The visible problem may look like one API or tuning value, but reliability is decided by state ownership, resource bounds, and recovery after failure. Unknown JSON fields are often safe, but changing seconds to milliseconds or null meaning silently breaks unchanged types. Schemas document semantics and units.
An API contract includes units, defaults, idempotency, error classes, and version windows—not only field types. Clients distinguish retryable, user-action, and permanent outcomes to avoid duplicate side effects.
Make the implementation decisions explicit
Turn the important choices into durable contracts: validate inputs, assign state ownership, define cleanup, and specify fallback for older peers.

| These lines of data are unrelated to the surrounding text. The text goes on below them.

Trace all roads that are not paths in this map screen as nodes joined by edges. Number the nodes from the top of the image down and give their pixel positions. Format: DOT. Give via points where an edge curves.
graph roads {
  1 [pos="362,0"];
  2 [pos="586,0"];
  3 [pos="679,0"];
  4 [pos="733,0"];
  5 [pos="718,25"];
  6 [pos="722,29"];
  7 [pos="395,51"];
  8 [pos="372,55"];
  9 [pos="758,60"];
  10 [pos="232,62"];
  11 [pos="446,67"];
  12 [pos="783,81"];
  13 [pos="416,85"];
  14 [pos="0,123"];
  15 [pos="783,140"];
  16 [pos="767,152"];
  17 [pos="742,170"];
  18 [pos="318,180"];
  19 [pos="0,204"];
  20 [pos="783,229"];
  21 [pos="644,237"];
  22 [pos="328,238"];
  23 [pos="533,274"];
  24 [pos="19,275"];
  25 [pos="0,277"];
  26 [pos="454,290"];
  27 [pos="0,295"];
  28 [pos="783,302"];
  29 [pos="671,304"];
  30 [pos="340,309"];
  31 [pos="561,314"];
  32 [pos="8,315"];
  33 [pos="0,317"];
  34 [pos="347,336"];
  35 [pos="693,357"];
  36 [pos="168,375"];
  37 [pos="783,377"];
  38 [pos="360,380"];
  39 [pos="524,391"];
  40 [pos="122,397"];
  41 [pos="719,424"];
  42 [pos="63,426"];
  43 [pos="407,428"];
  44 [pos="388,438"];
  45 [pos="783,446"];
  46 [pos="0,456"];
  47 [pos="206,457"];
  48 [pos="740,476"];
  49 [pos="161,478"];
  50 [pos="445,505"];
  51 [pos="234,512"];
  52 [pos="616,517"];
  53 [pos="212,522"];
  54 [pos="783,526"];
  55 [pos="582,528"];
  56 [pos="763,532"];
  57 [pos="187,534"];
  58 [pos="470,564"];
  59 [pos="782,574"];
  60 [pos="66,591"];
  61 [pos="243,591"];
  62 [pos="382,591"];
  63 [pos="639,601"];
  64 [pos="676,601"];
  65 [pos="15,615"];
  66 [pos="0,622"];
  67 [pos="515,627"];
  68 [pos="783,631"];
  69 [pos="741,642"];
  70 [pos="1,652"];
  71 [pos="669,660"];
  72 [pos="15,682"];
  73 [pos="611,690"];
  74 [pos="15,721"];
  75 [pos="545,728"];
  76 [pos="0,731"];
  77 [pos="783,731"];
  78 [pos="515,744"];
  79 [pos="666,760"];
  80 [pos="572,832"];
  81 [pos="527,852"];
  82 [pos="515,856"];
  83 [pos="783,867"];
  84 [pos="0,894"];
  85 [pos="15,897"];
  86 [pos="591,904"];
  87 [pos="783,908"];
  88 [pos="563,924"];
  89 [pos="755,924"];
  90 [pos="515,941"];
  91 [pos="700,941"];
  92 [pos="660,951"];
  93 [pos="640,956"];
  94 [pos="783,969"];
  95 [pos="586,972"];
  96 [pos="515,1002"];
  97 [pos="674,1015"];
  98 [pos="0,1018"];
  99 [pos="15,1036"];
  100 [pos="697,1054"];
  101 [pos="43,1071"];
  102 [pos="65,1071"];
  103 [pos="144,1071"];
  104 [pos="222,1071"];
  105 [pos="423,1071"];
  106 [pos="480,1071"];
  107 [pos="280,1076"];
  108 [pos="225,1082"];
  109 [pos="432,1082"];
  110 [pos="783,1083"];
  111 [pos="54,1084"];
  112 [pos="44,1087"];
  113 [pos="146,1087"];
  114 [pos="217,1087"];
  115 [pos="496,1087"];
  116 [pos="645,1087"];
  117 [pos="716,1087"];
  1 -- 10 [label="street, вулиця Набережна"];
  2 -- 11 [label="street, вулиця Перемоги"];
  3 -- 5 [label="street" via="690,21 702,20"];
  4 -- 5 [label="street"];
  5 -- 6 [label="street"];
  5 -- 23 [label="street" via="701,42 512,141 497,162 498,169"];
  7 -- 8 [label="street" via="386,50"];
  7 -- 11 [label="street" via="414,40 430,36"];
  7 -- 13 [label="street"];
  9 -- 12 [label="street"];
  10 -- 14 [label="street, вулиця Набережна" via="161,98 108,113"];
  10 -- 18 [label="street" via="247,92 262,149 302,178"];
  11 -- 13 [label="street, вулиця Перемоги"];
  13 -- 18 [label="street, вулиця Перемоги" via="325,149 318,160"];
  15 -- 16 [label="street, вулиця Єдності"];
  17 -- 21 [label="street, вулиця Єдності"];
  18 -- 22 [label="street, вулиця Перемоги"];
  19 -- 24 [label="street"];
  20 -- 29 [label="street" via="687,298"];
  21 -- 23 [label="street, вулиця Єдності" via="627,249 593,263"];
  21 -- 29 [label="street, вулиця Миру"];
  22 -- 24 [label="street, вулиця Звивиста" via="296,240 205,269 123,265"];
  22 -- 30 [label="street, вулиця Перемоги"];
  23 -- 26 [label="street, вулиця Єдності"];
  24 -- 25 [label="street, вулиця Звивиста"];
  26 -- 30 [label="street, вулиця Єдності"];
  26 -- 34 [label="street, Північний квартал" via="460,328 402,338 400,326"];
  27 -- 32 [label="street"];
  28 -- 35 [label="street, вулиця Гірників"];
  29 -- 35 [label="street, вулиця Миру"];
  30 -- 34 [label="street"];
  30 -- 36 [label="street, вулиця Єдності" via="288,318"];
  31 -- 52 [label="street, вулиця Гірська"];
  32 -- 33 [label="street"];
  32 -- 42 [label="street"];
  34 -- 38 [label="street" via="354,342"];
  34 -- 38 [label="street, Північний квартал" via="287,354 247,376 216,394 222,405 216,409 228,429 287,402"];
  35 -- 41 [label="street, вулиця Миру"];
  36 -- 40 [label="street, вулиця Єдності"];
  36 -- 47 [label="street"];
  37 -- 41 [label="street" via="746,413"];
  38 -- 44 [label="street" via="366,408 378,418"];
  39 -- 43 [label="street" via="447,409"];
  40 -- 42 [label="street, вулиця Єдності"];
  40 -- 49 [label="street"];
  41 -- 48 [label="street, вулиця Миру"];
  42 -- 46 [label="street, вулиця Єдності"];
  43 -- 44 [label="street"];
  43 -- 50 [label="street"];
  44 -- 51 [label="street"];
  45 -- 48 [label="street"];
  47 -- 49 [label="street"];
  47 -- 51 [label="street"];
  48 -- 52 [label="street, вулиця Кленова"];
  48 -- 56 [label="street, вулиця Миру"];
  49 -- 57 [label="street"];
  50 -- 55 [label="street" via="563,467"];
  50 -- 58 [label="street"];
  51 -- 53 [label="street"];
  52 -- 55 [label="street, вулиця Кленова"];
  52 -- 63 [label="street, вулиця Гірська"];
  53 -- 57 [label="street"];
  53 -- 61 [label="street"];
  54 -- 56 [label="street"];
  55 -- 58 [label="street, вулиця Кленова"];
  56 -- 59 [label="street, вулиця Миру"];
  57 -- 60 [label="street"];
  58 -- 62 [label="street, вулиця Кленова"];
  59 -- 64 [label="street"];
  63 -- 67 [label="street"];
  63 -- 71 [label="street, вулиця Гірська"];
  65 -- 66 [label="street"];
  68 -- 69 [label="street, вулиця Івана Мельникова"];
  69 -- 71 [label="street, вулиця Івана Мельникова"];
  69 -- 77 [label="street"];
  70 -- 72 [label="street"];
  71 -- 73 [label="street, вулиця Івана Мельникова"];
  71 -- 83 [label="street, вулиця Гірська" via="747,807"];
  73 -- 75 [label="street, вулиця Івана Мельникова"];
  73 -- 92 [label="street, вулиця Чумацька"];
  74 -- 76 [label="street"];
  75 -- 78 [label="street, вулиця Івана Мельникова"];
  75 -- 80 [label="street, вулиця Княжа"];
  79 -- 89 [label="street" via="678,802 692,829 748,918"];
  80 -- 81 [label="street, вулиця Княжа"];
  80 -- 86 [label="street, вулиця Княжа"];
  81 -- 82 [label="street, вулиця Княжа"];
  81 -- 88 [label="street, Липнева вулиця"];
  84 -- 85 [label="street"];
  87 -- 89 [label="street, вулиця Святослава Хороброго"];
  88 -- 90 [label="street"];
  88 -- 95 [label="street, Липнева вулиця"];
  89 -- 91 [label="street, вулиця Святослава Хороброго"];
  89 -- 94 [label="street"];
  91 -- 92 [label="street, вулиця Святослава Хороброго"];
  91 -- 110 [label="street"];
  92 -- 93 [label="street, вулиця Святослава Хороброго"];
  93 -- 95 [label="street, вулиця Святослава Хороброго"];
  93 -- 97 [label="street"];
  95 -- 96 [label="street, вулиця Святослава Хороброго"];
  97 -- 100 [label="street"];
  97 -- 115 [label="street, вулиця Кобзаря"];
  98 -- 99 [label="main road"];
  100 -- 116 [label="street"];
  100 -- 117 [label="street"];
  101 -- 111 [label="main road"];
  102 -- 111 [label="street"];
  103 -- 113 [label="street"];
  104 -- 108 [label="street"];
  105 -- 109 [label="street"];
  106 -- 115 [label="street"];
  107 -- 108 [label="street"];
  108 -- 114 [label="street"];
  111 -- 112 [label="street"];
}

Later optimization must not change those semantics.
- Add optional fields with defaults, handle unknown enums, introduce new fields or versions for breaks, and remove old fields only after an observed deprecation cycle.
- Bound every input by size, count, and time, returning a stable actionable error code when a budget is exceeded.
- Ship conservative defaults, server-side ceilings, and a rollout switch instead of trusting browser-provided numbers as resource budgets.
The delivery standard for API Schema Evolution: Semantic Changes Are More Dangerous Than Fields is a usable normal path, convergent failures, bounded resources, and a state users can understand. The result is a production capability that can be explained, degraded safely, and rolled back—not a demo that works once.
Failure paths that are easy to miss
Boundaries turn hidden assumptions into incidents. Weak networks, refresh, concurrency, and capacity need combined coverage because retries can hide each one in isolation.
- A new enum can crash an exhaustive old switch, while reusing a field with reversed meaning makes both versions locally correct but mutually wrong.
- Fixing only the UI leaves queues, locks, or expired credentials for the next operation to inherit and fail again.
- User or task IDs in metric labels create high-cardinality cost and leak unnecessary identity into diagnostics.
How to verify it before release
Observe both endpoints, persisted records, and operational signals during verification. One button state or one successful response cannot prove the complete loop.
- Keep current and historical payloads as consumer contracts and run both version directions with deterministic unknown fields, enums, and omissions.
- Disconnect, change networks, and recover mid-operation; reconcile endpoint state, persistence, and resource counts.
- Cover direct, relayed, weak-network, background-tab, and mobile paths; do not rely on averages or one successful screenshot.
The result must be correct, recoverable, and explainable. If any part depends on refreshing the page or an engineer guessing, the protocol loop remains incomplete.